“Rei do Bolão” ganha 2 vezes na Mega-Sena em menos de 3 meses este ano

12 de Agosto 2026 - 11h08
Créditos: Reprodução Redes sociais

Premiado por duas vezes em menos de três meses na Mega-Sena deste ano, o empresário cearense Alessandro Montenegro, conhecido como “Rei do Bolão”, descreveu ao Metrópoles o seu esquema nada nada amador de organização, venda e participação em bolões milionários das loterias Caixa.

No último domingo (9), no sorteio da Mega-Sena acumulada em R$ 164.895.645,50, o bolão da lotérica Aldeota, em Fortaleza (CE), que pertence a Alessandro, faturou o prêmio sozinho. A aposta vencedora foi feita com 15 números e dividida para 100 cotas (ou seja, mais de R$ 1,6 milhão para cada participante), sendo uma do próprio dono da casa de apostas.

Em maio, no sorteio especial que comemorou os 30 anos da Mega, um outro bolão da Aldeota ganhou e dividiu R$ 336.340.053,67 com apenas outra aposta, faturando a metade da fortuna (R$ 168.170.026,83). O dinheiro foi repartido em 100 cotas (sendo mais de R$ 1,6 milhão para cada) e cada integrante precisou pagar R$ 3.139,56 pelos 20 números apostados. 

Apesar de o raio da sorte ter caído duas vezes na mesma lotérica neste ano (e mais sete vezes, nos últimos cinco meses, em outras modalidades de sorteio com prêmios menores), ganhar na Mega é mais sobre prognósticos numéricos do que sobre sorte para o empresário. Uma pura questão de estatísticas e probabilidade.

“Eu convivo diariamente com apostadores de todo o Brasil e muitos são supersticiosos. Tem aquele que fala que ‘hoje é dia 13’ ou ‘ontem à noite sonhei com o número tal’, ‘estou vendo tal número com muita frequência ultimamente’, entre outras crenças. Mas eu realmente não tenho superstição. O que tenho é uma rotina de análise”, afirmou.

A melhor estratégia
Para o Rei do Bolão, a melhor estratégia é apostar em mais números para aumentar as chances de vencer. “Quando se faz uma aposta simples na Mega-Sena, a probabilidade de ganhar é de uma em 50 milhões. Se o apostador fizer uma cartela de 15 dezenas, semelhante à que fizemos no prêmio de agora, a probabilidade diminui, e muito, de uma em 10 mil.”

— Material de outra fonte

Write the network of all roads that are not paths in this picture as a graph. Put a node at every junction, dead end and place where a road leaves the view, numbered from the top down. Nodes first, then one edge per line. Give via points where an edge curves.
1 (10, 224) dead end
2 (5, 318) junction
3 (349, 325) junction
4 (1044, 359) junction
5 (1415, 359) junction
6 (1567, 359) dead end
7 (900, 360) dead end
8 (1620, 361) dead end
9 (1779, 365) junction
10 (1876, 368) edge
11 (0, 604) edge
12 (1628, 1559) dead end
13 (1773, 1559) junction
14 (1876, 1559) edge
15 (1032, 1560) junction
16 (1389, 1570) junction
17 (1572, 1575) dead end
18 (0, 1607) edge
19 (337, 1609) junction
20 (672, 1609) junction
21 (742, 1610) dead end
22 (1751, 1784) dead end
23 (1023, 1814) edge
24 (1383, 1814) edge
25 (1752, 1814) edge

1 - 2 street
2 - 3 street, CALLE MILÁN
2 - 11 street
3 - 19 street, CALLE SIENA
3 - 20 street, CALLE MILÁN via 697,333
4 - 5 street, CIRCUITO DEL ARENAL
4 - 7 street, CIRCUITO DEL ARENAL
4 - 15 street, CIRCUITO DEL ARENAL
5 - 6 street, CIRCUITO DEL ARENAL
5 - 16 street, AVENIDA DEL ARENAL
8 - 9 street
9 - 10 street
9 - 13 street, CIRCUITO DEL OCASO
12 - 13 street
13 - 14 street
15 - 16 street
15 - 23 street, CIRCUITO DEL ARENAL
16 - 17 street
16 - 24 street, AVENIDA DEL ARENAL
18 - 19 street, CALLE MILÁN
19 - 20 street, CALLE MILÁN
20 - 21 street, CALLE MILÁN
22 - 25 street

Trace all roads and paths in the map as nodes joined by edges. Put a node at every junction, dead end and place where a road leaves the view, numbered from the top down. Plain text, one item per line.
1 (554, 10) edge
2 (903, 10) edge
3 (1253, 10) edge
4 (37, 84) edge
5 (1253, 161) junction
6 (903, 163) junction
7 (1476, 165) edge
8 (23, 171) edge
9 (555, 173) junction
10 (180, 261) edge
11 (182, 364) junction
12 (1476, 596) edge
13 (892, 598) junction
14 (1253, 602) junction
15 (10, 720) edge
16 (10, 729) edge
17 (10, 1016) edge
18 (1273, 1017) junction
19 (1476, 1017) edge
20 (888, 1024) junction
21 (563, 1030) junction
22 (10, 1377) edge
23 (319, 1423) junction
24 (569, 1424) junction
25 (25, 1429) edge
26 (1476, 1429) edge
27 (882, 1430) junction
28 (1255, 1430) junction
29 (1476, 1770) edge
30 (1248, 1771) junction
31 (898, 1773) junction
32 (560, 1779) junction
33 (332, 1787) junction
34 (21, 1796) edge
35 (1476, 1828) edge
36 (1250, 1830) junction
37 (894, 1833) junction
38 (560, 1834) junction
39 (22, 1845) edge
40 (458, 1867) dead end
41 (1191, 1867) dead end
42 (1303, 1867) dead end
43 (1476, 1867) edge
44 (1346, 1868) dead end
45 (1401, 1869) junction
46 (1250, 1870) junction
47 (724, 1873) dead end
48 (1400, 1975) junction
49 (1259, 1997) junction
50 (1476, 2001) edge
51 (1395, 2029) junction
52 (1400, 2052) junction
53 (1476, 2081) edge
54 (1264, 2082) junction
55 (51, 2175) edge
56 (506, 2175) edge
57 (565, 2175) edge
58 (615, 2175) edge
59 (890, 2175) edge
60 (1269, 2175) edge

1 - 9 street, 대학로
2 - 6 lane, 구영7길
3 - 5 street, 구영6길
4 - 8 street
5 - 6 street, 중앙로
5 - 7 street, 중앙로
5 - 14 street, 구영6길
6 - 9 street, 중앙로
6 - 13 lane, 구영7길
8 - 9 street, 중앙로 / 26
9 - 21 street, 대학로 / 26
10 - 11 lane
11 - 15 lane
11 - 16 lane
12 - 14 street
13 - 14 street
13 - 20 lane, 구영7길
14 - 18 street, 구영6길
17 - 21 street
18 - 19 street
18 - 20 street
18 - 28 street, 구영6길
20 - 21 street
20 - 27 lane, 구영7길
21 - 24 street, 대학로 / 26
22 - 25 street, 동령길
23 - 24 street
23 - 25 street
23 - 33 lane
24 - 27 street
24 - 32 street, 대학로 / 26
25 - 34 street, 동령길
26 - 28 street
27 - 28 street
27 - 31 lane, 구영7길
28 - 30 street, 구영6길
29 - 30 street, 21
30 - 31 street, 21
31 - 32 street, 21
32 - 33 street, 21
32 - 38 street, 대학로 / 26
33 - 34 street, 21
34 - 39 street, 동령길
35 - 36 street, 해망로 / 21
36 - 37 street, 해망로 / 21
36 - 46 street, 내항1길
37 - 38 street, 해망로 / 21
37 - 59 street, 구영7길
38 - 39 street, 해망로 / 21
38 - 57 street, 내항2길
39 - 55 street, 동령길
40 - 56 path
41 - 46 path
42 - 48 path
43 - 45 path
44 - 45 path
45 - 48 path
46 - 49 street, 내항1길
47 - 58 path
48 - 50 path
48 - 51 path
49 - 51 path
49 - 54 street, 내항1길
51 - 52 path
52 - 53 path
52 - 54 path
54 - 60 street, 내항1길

A estratégia, porém, é bem mais dispendiosa. Muito além dos R$ 6 cobrados em uma aposta única de seis números, uma aposta de 15 dezenas custa R$ 30.030. E é justamente aí que entra o bolão. “Você consegue participar de uma aposta com mais dezenas, aumentando as possibilidades, sem precisar arcar sozinho com todo esse valor”, afirma Alessandro.

A tática é replicada pelo empresário nas modalidades “menores”, da Quina e da Lotofácil.

“Na Lotofácil, se o apostador optar por 15 dezenas, que custam R$ 3, a probabilidade de ganhar é de uma em 3,2 milhões. Mas se ele fizer uma aposta de 20 dezenas, as chances passam de uma em 211. Para tanto, porém, o preço da cartela chega a R$ 54 mil. No bolão, esse valor é então dividido nas cotas e fica bem menor. Meu trabalho é vender essas cotas e, aí, conseguimos colocar o bolão para rodar”, detalha.

Segundo Alessandro, apesar da grande publicidade dos prêmios que ganha, que faz parte do seu negócio, nem ele, nem membros de sua equipe nunca sofreram ameaças ou foram assaltados devido ao dinheiro dos prêmios. “Um dos segredos da segurança de qualquer pessoa é frequentar locais bons em horários diurnos. A gente vê muitos acontecimentos com pessoas que acabam se expondo em horários muito tarde da noite. Você não pode estar andando em locais errados ou com pessoas que não conhece. Também tenho, na empresa, toda uma estrutura de segurança, com direito a carro blindado e coronel liderando a equipe de guardas.”